Asian Nationalists Hold the Key to a More Effective U.S. China Strategy
Missing in the current U.S. debate on China is the question of Asian nationalism and how the United States could profitably align with it.
This article is part of Election 2020: What We’re Missing, FP’s series of daily takes by leading global thinkers on the most important foreign-policy issues not being talked about during the presidential election campaign.
Top Trump administration officials have in recent months unveiled the framework for a comprehensive confrontation with China. The Democrats, on the other hand, say they don’t want to pursue a cold war with China—but are deeply divided over what their policy should be instead.

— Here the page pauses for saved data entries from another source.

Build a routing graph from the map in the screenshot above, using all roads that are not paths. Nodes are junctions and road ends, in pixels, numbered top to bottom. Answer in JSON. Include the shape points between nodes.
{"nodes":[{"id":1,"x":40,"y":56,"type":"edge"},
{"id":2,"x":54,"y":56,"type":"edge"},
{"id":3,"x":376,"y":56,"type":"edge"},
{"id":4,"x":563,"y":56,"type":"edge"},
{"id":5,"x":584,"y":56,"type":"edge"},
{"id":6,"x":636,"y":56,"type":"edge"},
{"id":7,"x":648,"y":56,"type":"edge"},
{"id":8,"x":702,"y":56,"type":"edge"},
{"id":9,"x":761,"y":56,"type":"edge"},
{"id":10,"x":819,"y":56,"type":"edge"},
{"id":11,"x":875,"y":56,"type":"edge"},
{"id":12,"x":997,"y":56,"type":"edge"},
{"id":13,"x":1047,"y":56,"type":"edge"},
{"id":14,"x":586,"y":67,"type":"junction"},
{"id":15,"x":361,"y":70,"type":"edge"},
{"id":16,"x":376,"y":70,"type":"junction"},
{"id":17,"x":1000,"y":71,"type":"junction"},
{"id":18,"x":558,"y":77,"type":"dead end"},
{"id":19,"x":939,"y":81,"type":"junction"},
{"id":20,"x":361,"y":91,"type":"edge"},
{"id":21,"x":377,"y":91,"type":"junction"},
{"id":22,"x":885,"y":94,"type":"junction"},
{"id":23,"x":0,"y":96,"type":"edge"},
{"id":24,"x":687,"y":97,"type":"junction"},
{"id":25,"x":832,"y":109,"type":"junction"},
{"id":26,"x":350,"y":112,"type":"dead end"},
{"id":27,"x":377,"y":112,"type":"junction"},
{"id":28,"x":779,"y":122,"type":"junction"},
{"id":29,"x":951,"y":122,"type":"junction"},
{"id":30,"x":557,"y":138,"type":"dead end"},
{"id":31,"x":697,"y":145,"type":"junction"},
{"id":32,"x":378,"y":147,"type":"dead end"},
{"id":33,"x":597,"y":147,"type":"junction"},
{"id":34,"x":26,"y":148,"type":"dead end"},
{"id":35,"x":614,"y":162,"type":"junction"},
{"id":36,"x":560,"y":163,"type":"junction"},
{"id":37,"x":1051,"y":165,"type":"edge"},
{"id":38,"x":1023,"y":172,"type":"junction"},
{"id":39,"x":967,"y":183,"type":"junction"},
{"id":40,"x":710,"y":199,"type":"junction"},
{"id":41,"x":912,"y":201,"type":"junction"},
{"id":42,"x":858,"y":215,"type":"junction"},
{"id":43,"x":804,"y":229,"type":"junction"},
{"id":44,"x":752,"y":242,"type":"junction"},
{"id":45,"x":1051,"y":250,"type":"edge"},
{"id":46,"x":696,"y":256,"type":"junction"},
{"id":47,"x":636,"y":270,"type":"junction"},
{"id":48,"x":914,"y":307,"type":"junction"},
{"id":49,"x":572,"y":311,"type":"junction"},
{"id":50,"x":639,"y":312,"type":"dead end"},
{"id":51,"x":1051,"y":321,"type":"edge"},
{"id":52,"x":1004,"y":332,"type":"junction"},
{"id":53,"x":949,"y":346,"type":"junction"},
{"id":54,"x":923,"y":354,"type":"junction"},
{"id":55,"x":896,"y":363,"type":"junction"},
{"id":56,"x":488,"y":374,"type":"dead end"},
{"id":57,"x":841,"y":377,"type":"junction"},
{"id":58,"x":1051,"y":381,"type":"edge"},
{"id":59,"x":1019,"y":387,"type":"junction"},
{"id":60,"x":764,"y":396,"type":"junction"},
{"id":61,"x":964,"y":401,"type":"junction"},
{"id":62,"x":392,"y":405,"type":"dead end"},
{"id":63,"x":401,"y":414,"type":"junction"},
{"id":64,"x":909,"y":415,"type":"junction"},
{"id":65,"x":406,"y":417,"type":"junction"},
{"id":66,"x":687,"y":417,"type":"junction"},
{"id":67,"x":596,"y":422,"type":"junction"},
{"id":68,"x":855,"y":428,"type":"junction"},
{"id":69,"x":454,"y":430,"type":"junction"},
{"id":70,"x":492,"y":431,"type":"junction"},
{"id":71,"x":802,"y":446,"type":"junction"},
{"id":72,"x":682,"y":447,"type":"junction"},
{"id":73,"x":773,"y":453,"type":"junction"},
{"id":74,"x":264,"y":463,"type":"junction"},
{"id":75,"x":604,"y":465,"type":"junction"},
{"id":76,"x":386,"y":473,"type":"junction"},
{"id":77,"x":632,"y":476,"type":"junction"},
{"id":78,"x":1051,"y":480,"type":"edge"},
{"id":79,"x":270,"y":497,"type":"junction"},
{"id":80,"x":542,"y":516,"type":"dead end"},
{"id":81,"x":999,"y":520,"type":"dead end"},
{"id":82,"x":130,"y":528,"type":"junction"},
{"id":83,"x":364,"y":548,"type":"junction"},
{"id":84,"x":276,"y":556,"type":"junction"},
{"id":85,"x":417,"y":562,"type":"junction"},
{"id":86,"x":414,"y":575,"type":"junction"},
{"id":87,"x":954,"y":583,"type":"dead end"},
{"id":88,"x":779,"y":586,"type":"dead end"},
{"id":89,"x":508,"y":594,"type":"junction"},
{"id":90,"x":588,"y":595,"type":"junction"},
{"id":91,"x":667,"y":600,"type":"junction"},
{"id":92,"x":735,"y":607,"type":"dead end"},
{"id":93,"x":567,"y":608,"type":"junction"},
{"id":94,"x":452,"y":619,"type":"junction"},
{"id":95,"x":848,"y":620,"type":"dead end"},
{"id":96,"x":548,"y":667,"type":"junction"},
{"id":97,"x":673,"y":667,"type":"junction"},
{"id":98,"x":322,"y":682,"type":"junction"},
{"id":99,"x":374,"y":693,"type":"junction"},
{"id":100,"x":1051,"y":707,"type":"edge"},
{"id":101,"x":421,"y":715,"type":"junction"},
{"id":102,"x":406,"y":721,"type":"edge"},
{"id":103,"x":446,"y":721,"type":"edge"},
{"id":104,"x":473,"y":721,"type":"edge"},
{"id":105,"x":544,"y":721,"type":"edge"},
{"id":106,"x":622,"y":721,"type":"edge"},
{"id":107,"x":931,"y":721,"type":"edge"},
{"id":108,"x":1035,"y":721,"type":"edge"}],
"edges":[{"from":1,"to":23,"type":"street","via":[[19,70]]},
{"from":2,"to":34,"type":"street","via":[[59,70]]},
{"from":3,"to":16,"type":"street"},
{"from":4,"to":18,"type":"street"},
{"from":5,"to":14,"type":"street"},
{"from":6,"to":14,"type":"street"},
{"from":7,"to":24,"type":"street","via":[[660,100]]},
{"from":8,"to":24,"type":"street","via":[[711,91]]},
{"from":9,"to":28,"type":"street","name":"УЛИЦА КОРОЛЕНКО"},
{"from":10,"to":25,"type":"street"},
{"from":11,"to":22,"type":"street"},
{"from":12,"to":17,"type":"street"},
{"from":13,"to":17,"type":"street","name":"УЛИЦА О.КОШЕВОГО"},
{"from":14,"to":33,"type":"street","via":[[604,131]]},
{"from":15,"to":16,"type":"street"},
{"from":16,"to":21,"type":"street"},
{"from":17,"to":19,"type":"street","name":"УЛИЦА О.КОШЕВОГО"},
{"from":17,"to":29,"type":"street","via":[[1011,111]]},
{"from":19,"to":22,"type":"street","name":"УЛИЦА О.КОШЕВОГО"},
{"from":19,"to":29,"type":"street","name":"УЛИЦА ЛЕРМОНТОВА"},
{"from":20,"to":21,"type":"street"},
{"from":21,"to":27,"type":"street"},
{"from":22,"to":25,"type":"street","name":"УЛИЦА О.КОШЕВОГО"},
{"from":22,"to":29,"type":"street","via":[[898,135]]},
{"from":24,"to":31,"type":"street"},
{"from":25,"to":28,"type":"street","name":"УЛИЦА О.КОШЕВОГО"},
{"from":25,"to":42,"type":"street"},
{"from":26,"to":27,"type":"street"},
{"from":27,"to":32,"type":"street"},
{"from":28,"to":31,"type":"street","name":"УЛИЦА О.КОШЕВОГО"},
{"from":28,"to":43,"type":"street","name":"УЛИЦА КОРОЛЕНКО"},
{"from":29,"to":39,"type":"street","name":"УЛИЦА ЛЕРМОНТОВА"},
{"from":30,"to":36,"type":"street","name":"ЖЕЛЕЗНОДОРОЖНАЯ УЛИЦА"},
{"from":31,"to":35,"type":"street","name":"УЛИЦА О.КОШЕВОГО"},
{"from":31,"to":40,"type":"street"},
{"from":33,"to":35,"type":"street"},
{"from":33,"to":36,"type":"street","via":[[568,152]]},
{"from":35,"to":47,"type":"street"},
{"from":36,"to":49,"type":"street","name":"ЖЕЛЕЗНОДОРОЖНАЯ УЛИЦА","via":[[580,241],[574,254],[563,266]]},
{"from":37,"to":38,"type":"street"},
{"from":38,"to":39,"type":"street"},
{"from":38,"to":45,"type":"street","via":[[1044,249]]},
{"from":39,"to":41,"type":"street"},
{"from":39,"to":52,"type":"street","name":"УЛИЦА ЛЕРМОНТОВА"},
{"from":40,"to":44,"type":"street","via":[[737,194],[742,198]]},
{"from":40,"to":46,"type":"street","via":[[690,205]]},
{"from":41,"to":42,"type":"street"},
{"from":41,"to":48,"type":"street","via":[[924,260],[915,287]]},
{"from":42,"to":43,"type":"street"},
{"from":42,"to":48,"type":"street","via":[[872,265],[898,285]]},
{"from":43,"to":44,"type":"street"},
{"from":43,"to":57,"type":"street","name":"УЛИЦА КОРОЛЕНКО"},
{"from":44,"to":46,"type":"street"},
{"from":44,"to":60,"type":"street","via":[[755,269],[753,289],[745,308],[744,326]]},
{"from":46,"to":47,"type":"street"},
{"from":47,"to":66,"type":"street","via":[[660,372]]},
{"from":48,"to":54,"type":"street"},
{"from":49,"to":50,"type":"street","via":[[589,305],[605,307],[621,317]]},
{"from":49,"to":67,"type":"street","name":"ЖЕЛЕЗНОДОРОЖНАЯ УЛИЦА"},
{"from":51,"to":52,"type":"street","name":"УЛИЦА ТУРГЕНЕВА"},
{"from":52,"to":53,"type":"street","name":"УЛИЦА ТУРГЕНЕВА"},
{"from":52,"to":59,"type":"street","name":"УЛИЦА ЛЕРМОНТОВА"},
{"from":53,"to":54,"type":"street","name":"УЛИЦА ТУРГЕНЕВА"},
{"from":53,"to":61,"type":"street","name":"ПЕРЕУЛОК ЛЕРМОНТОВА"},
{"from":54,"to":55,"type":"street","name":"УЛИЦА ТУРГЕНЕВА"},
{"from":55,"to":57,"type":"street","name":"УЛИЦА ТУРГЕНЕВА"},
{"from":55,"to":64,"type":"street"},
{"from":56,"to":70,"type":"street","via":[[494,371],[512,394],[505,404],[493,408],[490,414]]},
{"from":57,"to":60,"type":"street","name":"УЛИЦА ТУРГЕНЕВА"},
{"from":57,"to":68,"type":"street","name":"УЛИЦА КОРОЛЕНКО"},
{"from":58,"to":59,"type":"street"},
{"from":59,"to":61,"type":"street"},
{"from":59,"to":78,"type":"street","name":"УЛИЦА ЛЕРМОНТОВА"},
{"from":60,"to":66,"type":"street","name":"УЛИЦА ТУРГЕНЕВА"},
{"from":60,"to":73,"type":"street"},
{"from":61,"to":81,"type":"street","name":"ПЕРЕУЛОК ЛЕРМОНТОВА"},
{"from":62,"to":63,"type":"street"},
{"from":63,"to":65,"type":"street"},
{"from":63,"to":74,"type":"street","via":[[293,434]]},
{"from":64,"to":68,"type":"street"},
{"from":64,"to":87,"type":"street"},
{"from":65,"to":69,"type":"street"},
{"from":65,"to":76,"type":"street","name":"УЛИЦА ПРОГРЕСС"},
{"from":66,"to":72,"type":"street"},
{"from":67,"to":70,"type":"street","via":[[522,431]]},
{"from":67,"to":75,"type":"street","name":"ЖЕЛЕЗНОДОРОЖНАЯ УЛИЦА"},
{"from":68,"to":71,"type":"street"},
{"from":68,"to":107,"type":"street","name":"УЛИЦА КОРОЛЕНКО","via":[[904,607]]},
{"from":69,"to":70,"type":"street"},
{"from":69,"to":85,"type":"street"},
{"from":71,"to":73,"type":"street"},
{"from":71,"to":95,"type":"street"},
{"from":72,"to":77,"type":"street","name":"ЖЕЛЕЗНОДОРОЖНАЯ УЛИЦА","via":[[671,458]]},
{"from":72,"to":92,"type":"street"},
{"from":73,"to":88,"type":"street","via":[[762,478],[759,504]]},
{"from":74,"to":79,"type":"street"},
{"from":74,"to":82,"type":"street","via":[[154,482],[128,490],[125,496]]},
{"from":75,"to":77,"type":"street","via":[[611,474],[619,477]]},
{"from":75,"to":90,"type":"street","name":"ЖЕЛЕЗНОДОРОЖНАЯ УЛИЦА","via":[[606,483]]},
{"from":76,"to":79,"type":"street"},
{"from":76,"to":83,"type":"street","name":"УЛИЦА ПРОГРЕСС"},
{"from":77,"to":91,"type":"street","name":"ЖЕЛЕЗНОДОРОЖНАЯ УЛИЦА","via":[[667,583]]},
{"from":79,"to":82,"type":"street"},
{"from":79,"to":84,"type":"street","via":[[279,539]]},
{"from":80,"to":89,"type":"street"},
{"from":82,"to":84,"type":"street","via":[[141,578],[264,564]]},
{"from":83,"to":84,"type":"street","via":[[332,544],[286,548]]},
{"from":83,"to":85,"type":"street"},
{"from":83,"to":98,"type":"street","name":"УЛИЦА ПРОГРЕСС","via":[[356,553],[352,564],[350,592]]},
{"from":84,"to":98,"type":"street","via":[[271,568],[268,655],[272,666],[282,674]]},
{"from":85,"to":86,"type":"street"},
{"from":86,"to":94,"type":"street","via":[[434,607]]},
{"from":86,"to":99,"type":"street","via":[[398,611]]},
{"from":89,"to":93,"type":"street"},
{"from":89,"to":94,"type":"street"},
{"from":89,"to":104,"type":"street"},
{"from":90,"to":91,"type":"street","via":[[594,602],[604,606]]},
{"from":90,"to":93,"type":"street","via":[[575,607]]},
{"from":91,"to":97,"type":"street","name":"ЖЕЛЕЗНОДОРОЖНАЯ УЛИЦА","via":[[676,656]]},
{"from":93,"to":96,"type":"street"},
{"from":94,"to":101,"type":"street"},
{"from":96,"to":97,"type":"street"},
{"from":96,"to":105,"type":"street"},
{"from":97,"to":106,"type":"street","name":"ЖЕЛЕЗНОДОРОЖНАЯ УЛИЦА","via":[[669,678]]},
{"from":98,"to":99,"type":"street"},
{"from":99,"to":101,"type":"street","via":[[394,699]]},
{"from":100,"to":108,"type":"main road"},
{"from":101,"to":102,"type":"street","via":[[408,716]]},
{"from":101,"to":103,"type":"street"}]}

Missing from this debate is the question of Asian nationalism and how the United States could profitably align with it. “Nationalism” is not a popular term in the lexicon of the Western foreign-policy establishment. In Asia, however, nationalism is not only considered a virtue, but is deeply entrenched thanks to the living memory of the anti-colonial struggles of the 20th century.
If Chinese nationalism is widely seen as a major threat to stability and security in Asia, equally strong and similar national sentiments in other Asian countries ought to be an integral part of constructing regional stability. Asian nationalists are natural allies for the United States in preventing the rise of a regional hegemon.
During the World War II, the United States inspired Asian nationalists with the promise of supporting their liberation from European colonialism. But after the war, the United States abandoned the Asian nationalists when it backed the European colonial powers—such as France in Indochina—against the Soviet Union. Asia’s nationalists viewed the United States’ alliances during the Cold War as an external imposition. But the nationalists prevailed against European colonialism, Japanese imperialism, and Communist internationalism. They are not likely to be simply rolled over by China’s growing power.
If the United States is looking for an Asia strategy that is inexpensive, sustainable, rooted in regional realities, and able to mobilize enthusiastic partners ready to share the burden, it must empower Asian nationalists. Rather than letting Beijing continue to pose as the harbinger of an “Asia for Asians” and paint the United States as the external source of trouble, Washington must bet on the strong instincts of Asian elites to defend their territorial sovereignty and national identity. The rest—how the United States supports Asian nationalists to defend themselves against hegemony—is a matter of detail.